Without vaccines and therapeutics, we use contact tracing to track down and isolate infected persons to prevent them from exposing others and provide them with supportive care, such as intravenous fluids, to boost their chance of survival. But that capacity is concentrated in hospitals, which, even in high-income countries, can quickly be overwhelmed and also potentially promote transmission among people crowding into them. The United States has only about 5,500 hospitals with a combined total of approximately 900,000 beds, enough for less than 0.3% of the population at any given time. A fast-spreading contagion could fill these beds within days with infected patients as well as others who fear they may have been exposed. We need look no further than this year’s flu season when even the United States and the United Kingdom faced shortages of hospital beds, health workers and essentials like IV fluids. Similarly, laboratory testing capacity was overrun during the Zika crisis when, even in Florida, many pregnant women could not get tested. In bio-attacks, contagious patients flooding into health facilities or commercial laboratories for testing would overwhelm this capacity and expose others rushing to these same places in the process.

These gaps cannot be remedied simply by building more hospitals and laboratories that languish unused until there is an emergency. More agile and decentralized approaches underpinned by new technologies are needed that bring diagnostic and treatment functions closer to where people live with less need for specialized personnel and infrastructure that cannot be scaled.

This type of approach would enable patients to be diagnosed in the home, school, office, or community and be isolated before they infect others. Several current and emerging technology platforms (e.g.. CRISPR, nanotechnology, nanopores, immunoassays) could improve the ability to do this. These platforms aim to detect any pathogen, including engineered microbes, with accuracy from small samples of blood and urine that do not require skilled technicians to collect or process. Such diagnostics could be evolved to the point they can run off smartphones or laptops, enabling patients to screen themselves and, like smoke detectors, continuously monitor the environment for threats.

In addition to diagnostics, more efficient ways to surge isolation and treatment capacity are also needed. Rapidly deployable tent hospitals like those used in war zones could be quickly established and, when transmission is widely spread, people could also be isolated in their homes.
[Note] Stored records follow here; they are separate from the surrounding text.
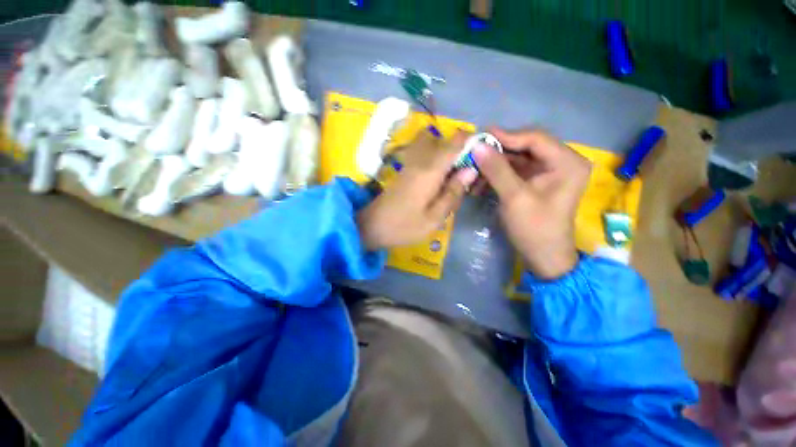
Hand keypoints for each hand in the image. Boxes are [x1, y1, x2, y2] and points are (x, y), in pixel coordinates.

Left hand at [358, 131, 477, 250]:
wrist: (372, 227)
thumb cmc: (405, 226)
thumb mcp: (435, 217)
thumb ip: (453, 192)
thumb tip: (471, 169)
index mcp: (431, 170)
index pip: (455, 142)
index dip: (471, 141)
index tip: (482, 155)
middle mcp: (420, 159)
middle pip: (442, 139)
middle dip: (458, 149)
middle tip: (464, 172)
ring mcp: (409, 163)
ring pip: (431, 144)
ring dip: (444, 153)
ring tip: (450, 176)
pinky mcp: (404, 169)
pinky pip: (422, 154)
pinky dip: (434, 160)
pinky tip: (437, 180)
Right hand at [473, 128, 590, 278]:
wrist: (543, 257)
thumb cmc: (534, 228)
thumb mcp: (514, 197)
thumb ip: (497, 169)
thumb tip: (477, 146)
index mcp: (567, 162)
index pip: (535, 138)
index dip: (507, 136)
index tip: (480, 137)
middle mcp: (561, 162)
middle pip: (525, 147)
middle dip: (497, 152)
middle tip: (473, 153)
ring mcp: (548, 173)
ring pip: (517, 159)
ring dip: (494, 165)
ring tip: (473, 171)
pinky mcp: (536, 182)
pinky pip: (515, 172)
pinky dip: (497, 175)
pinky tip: (480, 183)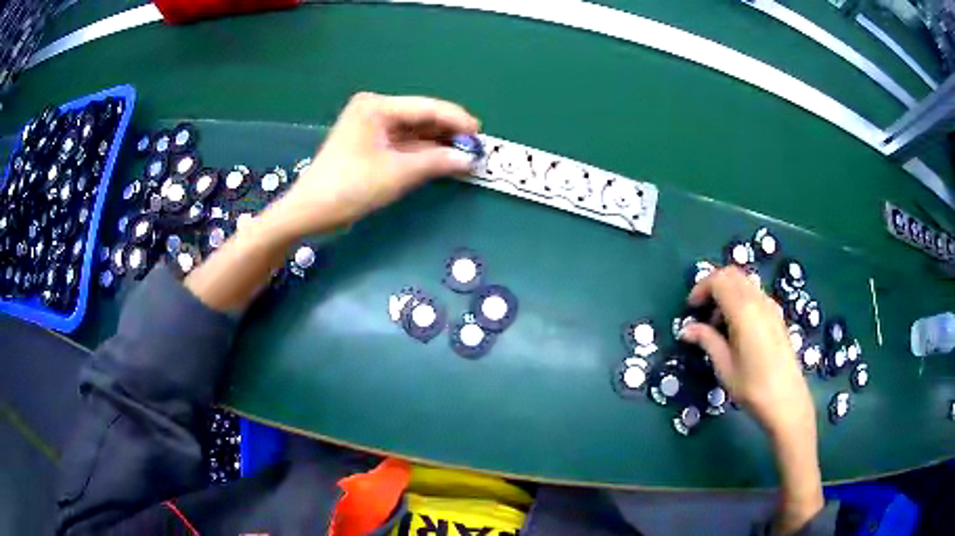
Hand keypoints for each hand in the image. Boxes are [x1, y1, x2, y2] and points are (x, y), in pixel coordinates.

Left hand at [264, 92, 479, 238]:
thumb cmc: (350, 187)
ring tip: (466, 155)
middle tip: (476, 148)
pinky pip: (404, 144)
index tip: (481, 134)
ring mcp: (372, 127)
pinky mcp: (370, 144)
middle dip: (449, 132)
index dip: (456, 119)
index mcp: (377, 106)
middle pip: (421, 117)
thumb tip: (470, 159)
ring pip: (414, 131)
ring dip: (438, 144)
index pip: (426, 107)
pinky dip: (423, 153)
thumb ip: (437, 162)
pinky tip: (443, 160)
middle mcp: (375, 110)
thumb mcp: (397, 173)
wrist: (311, 212)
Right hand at [679, 267, 812, 439]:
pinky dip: (740, 300)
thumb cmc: (752, 386)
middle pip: (732, 274)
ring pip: (744, 282)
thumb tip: (686, 330)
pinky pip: (755, 294)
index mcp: (743, 311)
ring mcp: (770, 306)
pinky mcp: (777, 315)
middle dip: (713, 286)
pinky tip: (737, 328)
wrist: (786, 400)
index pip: (719, 280)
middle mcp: (758, 301)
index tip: (691, 308)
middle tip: (702, 311)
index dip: (701, 288)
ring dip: (727, 292)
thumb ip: (707, 340)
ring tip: (718, 324)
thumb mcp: (724, 366)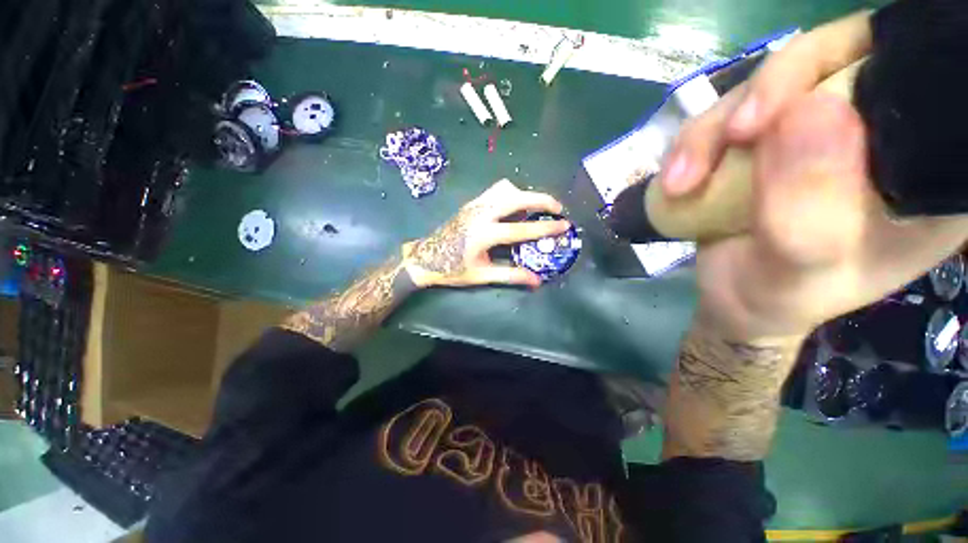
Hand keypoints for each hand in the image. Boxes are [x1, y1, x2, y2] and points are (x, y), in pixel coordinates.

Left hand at [403, 179, 569, 288]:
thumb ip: (510, 276)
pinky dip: (511, 195)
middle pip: (516, 197)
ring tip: (535, 208)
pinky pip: (495, 191)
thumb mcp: (482, 275)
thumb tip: (536, 280)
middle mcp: (480, 214)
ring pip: (505, 189)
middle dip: (541, 199)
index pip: (522, 229)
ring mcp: (474, 205)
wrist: (426, 258)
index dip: (545, 228)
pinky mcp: (471, 203)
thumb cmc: (453, 269)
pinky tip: (514, 208)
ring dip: (525, 194)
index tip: (564, 225)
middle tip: (556, 208)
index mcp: (484, 234)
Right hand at [674, 15, 967, 339]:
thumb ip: (809, 209)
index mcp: (925, 171)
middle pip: (836, 61)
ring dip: (712, 131)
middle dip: (772, 91)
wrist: (735, 300)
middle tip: (732, 136)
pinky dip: (696, 143)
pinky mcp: (768, 136)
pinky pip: (729, 112)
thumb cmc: (778, 299)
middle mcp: (879, 134)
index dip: (865, 68)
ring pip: (768, 84)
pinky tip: (676, 179)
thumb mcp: (798, 270)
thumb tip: (810, 108)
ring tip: (680, 183)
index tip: (798, 111)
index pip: (917, 83)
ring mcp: (818, 128)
Self-testing approaches could be coupled with telemedicine consultations using Skype- or FaceTime-like technologies to assess patients and Amazon-like services to home-deliver medications and treatments. Mobile medical teams could be dispatched to visit patients in need of more hands-on care in their homes while precious hospital beds and the risk of transporting contagious patients could be reserved for those truly in need of intensive care.

These approaches or strategies like them and the tools necessary for their implementation should be developed and prepared. Just as advances in technology have brought us to the precipice of a merger between two of humanity’s greatest threats — disease and war — new thinking and innovations can help us be prepared to respond effectively if those threats become a reality.